Studies investigating treatments for warm autoimmune haemolytic anaemia may require patients to have failed or relapsed after standard first-line treatments such as corticosteroids. Documentation of previous treatments and responses is typically needed.[13] For cold autoimmune haemolytic anaemia trials, specific criteria related to the presence of cold agglutinins and their activity at particular temperatures may be required.
Additional laboratory tests may be needed to assess overall health and organ function before trial entry. These can include complete blood counts, comprehensive metabolic panels to check kidney and liver function, and tests to rule out infections or other conditions that might interfere with the study drug or affect safety.[4]
Some clinical trials, particularly those testing new complement inhibitors or immunosuppressive agents, may require specific tests to evaluate immune system function or complement activity. Genetic testing or bone marrow examination might also be required in certain studies to better characterize the patient population or exclude other diagnoses.

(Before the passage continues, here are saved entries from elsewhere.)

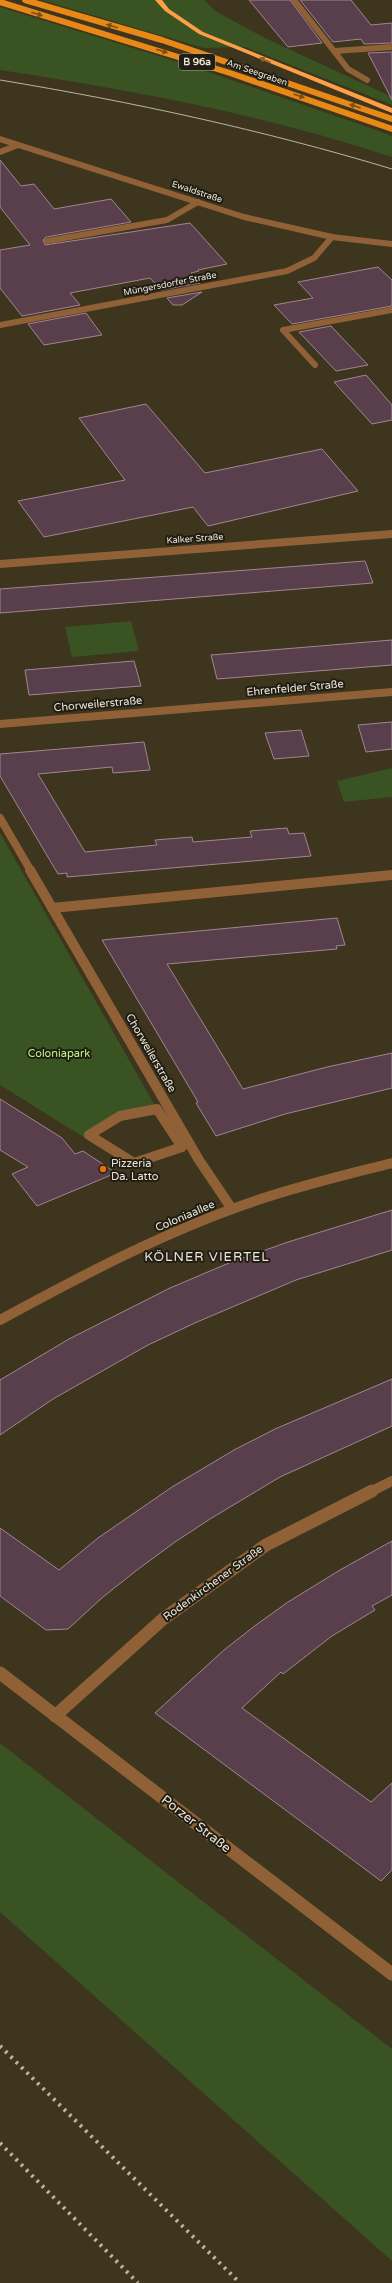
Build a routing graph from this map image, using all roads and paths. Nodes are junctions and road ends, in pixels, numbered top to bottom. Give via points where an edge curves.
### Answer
1 (25, 0) edge
2 (158, 0) edge
3 (294, 0) edge
4 (0, 2) edge
5 (392, 47) edge
6 (336, 51) junction
7 (367, 80) dead end
8 (392, 111) edge
9 (392, 119) edge
10 (392, 129) edge
11 (0, 139) edge
12 (18, 145) junction
13 (0, 152) edge
14 (198, 202) junction
15 (332, 237) junction
16 (47, 241) dead end
17 (392, 244) edge
18 (392, 310) edge
19 (0, 325) edge
20 (315, 365) dead end
21 (392, 534) edge
22 (0, 564) edge
23 (392, 692) edge
24 (199, 707) joint
25 (0, 724) edge
26 (0, 818) edge
27 (392, 875) edge
28 (52, 908) junction
29 (134, 1163) joint
30 (392, 1163) edge
31 (232, 1209) junction
32 (0, 1320) edge
33 (392, 1481) edge
34 (0, 1673) edge
35 (55, 1716) junction
36 (391, 1972) edge

9 -> 1 main road, Am Seegraben / B 96a via 162,40
8 -> 2 highway via 207,36 183,22
3 - 6 street
4 -> 10 main road, Am Seegraben / B 96a via 201,64
5 - 6 street
6 - 7 street via 348,68
11 - 12 street, Ewaldstraße
12 - 13 street
12 - 14 street, Ewaldstraße
14 - 15 street, Ewaldstraße via 244,217
14 - 16 street via 167,220
15 - 17 street, Ewaldstraße
15 - 19 street, Müngersdorfer Straße via 314,258 287,271
18 - 20 street via 283,330
21 - 22 street, Kalker Straße
23 - 24 street, Ehrenfelder Straße
24 - 25 street, Chorweilerstraße
26 - 28 street, Chorweilerstraße
27 - 28 street
28 - 31 street, Chorweilerstraße via 199,1160
29 - 29 street via 90,1135 120,1116 157,1109 182,1147
30 - 31 street, Coloniaallee via 317,1182
31 - 32 street, Coloniaallee via 97,1268
33 - 35 street, Rodenkirchener Straße via 266,1545 163,1619
34 - 35 street, Porzer Straße
35 - 36 street, Porzer Straße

Imaging studies such as chest X-rays or CT scans may be needed to screen for underlying conditions such as lymphoma or other cancers that could be causing secondary autoimmune haemolytic anaemia. Trials may exclude patients with certain secondary causes or may specifically recruit them, depending on the study objectives.[4]
Throughout a clinical trial, regular monitoring is typically required to assess treatment response and safety. This includes repeated blood tests to measure haemoglobin levels, reticulocyte counts, markers of haemolysis, and the direct antiglobulin test. Frequency of testing is determined by the study protocol and may be more intensive than in routine clinical care.